В двадцатых числах августа я командовал отрядом в предмостном укреплении на Висле, близ Казимиржа. Варшава была еще в руках неприятельских. Вдруг неприятель в довольно больших силах, приблизившись в нам, выслал на приступ две колонны; так как я знал, что это были толпы мужиков, предводимых Ружицким, я открыл по ним сильный огонь, от которого они рассеялись, Ридигер, бывший постоянно моим ангелом-хранителем, бодрствовал по своему обыкновению; он явился, и преследовал на расстоянии 30 верст неприятеля, который при этом лишился 1000 человек убитыми и пленными — 15 офицеров и 500 рядовых. Чрез два дня я узнал, что 10 000-ый корпус генерала Ромарино, преследуемый Розеном, направляется на меня; так как у нас было всего 1200 человек, я потому поспешил известить о том Ридигера, находящегося в 50 верстах. До получения моей бумаги, он мне предписал с одним батальоном и четырьмя орудиями спешить в Радом на подкрепление принца Адама Виртембергского[45]. Я послал к нему другого курьера, причём писал, что полагаю свое присутствие в укреплении более необходимым. Получив повторительное приказание выступить, я на рассвете 1 сентября двинулся, но на половине дороги меня настиг новый курьер с приказанием ночевать и возвратиться назад.
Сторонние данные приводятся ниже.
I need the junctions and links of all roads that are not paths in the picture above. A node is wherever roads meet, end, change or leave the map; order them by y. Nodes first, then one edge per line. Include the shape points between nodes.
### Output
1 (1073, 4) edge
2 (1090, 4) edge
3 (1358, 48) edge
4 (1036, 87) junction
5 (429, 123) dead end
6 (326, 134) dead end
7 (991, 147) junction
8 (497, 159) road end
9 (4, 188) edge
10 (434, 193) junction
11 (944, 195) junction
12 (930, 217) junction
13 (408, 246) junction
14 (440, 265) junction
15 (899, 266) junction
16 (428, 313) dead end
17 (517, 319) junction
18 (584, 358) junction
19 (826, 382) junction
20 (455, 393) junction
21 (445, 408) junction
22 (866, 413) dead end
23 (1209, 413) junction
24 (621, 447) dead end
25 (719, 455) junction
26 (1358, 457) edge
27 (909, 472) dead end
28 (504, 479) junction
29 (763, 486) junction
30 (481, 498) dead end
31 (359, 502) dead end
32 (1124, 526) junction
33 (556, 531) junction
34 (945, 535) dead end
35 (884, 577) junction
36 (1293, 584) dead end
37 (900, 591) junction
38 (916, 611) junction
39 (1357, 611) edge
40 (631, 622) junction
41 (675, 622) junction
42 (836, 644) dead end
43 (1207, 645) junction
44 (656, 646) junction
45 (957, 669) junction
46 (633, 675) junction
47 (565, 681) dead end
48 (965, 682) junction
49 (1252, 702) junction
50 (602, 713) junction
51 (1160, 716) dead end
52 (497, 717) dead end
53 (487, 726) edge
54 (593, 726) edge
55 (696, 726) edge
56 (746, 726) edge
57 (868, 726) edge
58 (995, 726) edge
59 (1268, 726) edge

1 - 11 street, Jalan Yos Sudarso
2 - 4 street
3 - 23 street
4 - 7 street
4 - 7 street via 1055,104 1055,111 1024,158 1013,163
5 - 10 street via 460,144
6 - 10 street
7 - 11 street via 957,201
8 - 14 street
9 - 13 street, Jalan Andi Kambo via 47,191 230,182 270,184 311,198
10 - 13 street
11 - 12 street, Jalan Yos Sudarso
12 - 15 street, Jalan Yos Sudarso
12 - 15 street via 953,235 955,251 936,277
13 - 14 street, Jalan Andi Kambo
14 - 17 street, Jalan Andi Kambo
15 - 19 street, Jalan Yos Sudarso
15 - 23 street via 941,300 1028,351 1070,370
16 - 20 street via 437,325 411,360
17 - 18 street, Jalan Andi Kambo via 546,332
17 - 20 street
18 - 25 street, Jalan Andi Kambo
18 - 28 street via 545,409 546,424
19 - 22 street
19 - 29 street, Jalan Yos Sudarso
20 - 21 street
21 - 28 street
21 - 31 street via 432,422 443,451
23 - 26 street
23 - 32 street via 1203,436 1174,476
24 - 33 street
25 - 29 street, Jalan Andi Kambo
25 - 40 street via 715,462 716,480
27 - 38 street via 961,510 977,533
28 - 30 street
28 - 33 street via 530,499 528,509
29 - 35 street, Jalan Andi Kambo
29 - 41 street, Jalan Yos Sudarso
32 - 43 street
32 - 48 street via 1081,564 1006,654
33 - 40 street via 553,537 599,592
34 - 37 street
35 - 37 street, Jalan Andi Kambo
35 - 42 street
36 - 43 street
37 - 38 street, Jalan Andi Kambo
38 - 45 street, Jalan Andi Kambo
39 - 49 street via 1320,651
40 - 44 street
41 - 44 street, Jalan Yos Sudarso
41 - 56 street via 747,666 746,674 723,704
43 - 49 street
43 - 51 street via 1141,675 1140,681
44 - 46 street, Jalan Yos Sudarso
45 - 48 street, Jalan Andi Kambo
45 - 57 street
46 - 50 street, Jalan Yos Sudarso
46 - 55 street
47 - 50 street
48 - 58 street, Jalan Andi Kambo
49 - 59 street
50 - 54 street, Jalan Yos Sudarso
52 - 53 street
Утром получил я следующее донесение от генерала Слатвинского, остававшегося в укреплении: «Видя пред собой неприятеля в весьма больших силах, я нашелся вынужденным оставить укрепление правого берега и, перейдя реку, сжег мост». Он поступил весьма благоразумно и основательно; неприятель, за неимением моста, двинулся к австрийской границе, где, преследуемый русскими, положил оружие. Так как Слатвинский не успел кой-чего перевезти на тот берег, он подвергся сильным нареканиям[46]. Я бы испытал тоже самое, но к счастью Бог меня от того спас.
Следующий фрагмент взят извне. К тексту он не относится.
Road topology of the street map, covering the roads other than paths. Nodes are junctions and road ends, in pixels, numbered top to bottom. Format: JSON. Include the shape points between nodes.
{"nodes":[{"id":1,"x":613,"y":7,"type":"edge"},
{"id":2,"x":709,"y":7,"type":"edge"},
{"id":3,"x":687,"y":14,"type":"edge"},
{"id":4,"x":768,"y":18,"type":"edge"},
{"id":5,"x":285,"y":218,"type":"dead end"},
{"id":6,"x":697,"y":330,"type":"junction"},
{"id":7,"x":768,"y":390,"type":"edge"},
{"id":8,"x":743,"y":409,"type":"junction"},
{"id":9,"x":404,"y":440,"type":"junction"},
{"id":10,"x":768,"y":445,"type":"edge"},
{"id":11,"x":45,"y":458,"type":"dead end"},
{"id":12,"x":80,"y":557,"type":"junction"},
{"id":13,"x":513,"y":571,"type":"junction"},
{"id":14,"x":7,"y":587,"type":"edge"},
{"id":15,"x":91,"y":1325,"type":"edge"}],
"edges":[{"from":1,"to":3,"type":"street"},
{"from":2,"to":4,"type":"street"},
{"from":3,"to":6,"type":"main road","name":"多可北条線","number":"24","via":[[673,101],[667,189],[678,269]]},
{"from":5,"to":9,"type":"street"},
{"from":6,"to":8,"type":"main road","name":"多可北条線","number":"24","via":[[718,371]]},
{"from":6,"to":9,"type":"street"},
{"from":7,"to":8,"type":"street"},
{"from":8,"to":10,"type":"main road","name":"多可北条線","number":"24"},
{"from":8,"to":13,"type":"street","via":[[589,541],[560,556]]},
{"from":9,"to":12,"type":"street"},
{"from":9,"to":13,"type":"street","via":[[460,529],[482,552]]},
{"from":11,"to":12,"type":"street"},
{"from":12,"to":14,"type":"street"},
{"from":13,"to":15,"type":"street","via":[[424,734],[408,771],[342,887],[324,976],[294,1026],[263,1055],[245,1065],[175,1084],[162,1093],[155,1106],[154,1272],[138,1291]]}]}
К нам стало возвращаться много офицеров, бывших в плену, которые были свидетелями ужасных неистовств варшавской черни. Некто ксендз Пулавский ходил в полном облачении и с крестом в руках, со слезами умоляя народ истребить всех пленных русских и евреев. Несколько десятков евреев было повешено на фонарных столбах. Генерал Янковский за неудачу свою под Лисобиками (или Будзиском), генерал Буковский и каммергер Фенш были изрублены и повешены. Графиня Гауке была также изрублена и повешена. Полковница Баханова, изуродованная сабельными ударами, была повешена в глазах своей дочери, тщетно умолявшей о пощаде и получившей удар штыком в бок. Пленный офицер наш Кетлер был повешен вследствие просьбы какой то женщины, которая просила народ, в случае несогласия на то, повесить ее. Офицеры наши, возвратившиеся из плена, рассказывали, что чернь варшавская и войска всенародно объявили, что если меня возьмут в плен, то тотчас повесят. При них объявлено было несколько раз, что Ридигер и я взяты и что нас везут в Варшаву, где нам потому заготовлялись почетные квартиры и на другой день мы должны были быть повешенными; «слышите ли, — говорили поляки, — что партизан Давыдко (это было мое прозвище) идет на нас, жжет и рубит всё без пощады; смотрите, будьте пока осторожны, но мы его скоро возьмем и повесим». На аванпостах спрашивали часто о принце Адаме Виртембергском, коего ненавидели за то, что его мать была княжна Чарторыжская и он сам прежде служил в польских войсках, о Ридигере, который своими славными победами навел на них страх, и обо мне недостойном.